Write every entry out again, unchanged.

━━━━━ DATA IN THIS EXERCISE ━━━━━

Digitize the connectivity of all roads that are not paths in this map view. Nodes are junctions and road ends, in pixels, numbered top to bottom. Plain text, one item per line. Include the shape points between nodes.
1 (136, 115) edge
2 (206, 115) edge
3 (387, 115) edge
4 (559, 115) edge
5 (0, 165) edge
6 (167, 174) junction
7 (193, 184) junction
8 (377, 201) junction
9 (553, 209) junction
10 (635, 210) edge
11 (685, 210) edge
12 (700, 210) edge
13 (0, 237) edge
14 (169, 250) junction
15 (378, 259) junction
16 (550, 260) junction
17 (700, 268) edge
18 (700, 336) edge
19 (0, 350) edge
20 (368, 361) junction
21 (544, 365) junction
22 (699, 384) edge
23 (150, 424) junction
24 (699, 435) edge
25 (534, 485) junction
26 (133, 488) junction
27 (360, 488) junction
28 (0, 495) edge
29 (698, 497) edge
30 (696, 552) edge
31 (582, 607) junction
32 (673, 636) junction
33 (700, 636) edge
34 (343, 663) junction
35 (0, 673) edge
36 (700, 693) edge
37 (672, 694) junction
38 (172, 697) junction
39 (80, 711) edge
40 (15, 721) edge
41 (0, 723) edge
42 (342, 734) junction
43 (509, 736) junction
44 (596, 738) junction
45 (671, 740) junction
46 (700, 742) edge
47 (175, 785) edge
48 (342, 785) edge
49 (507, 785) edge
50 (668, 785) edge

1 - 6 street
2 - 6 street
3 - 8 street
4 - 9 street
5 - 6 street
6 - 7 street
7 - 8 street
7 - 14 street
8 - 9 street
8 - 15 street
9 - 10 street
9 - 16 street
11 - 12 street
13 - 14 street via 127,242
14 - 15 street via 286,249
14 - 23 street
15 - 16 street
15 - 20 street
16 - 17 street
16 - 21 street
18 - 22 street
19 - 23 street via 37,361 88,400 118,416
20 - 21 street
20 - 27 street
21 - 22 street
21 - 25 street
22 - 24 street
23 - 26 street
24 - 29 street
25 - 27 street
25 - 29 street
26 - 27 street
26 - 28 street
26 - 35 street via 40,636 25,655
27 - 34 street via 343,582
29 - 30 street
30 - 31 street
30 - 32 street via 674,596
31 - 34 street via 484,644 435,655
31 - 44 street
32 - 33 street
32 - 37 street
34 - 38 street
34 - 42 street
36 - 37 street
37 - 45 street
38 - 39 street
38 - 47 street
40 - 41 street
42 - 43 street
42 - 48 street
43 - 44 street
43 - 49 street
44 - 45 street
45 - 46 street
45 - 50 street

━━━━━

TASK SOLUTION:
Digitize the connectivity of all roads that are not paths in this map view. Nodes are junctions and road ends, in pixels, numbered top to bottom. Plain text, one item per line. Include the shape points between nodes.
1 (136, 115) edge
2 (206, 115) edge
3 (387, 115) edge
4 (559, 115) edge
5 (0, 165) edge
6 (167, 174) junction
7 (193, 184) junction
8 (377, 201) junction
9 (553, 209) junction
10 (635, 210) edge
11 (685, 210) edge
12 (700, 210) edge
13 (0, 237) edge
14 (169, 250) junction
15 (378, 259) junction
16 (550, 260) junction
17 (700, 268) edge
18 (700, 336) edge
19 (0, 350) edge
20 (368, 361) junction
21 (544, 365) junction
22 (699, 384) edge
23 (150, 424) junction
24 (699, 435) edge
25 (534, 485) junction
26 (133, 488) junction
27 (360, 488) junction
28 (0, 495) edge
29 (698, 497) edge
30 (696, 552) edge
31 (582, 607) junction
32 (673, 636) junction
33 (700, 636) edge
34 (343, 663) junction
35 (0, 673) edge
36 (700, 693) edge
37 (672, 694) junction
38 (172, 697) junction
39 (80, 711) edge
40 (15, 721) edge
41 (0, 723) edge
42 (342, 734) junction
43 (509, 736) junction
44 (596, 738) junction
45 (671, 740) junction
46 (700, 742) edge
47 (175, 785) edge
48 (342, 785) edge
49 (507, 785) edge
50 (668, 785) edge

1 - 6 street
2 - 6 street
3 - 8 street
4 - 9 street
5 - 6 street
6 - 7 street
7 - 8 street
7 - 14 street
8 - 9 street
8 - 15 street
9 - 10 street
9 - 16 street
11 - 12 street
13 - 14 street via 127,242
14 - 15 street via 286,249
14 - 23 street
15 - 16 street
15 - 20 street
16 - 17 street
16 - 21 street
18 - 22 street
19 - 23 street via 37,361 88,400 118,416
20 - 21 street
20 - 27 street
21 - 22 street
21 - 25 street
22 - 24 street
23 - 26 street
24 - 29 street
25 - 27 street
25 - 29 street
26 - 27 street
26 - 28 street
26 - 35 street via 40,636 25,655
27 - 34 street via 343,582
29 - 30 street
30 - 31 street
30 - 32 street via 674,596
31 - 34 street via 484,644 435,655
31 - 44 street
32 - 33 street
32 - 37 street
34 - 38 street
34 - 42 street
36 - 37 street
37 - 45 street
38 - 39 street
38 - 47 street
40 - 41 street
42 - 43 street
42 - 48 street
43 - 44 street
43 - 49 street
44 - 45 street
45 - 46 street
45 - 50 street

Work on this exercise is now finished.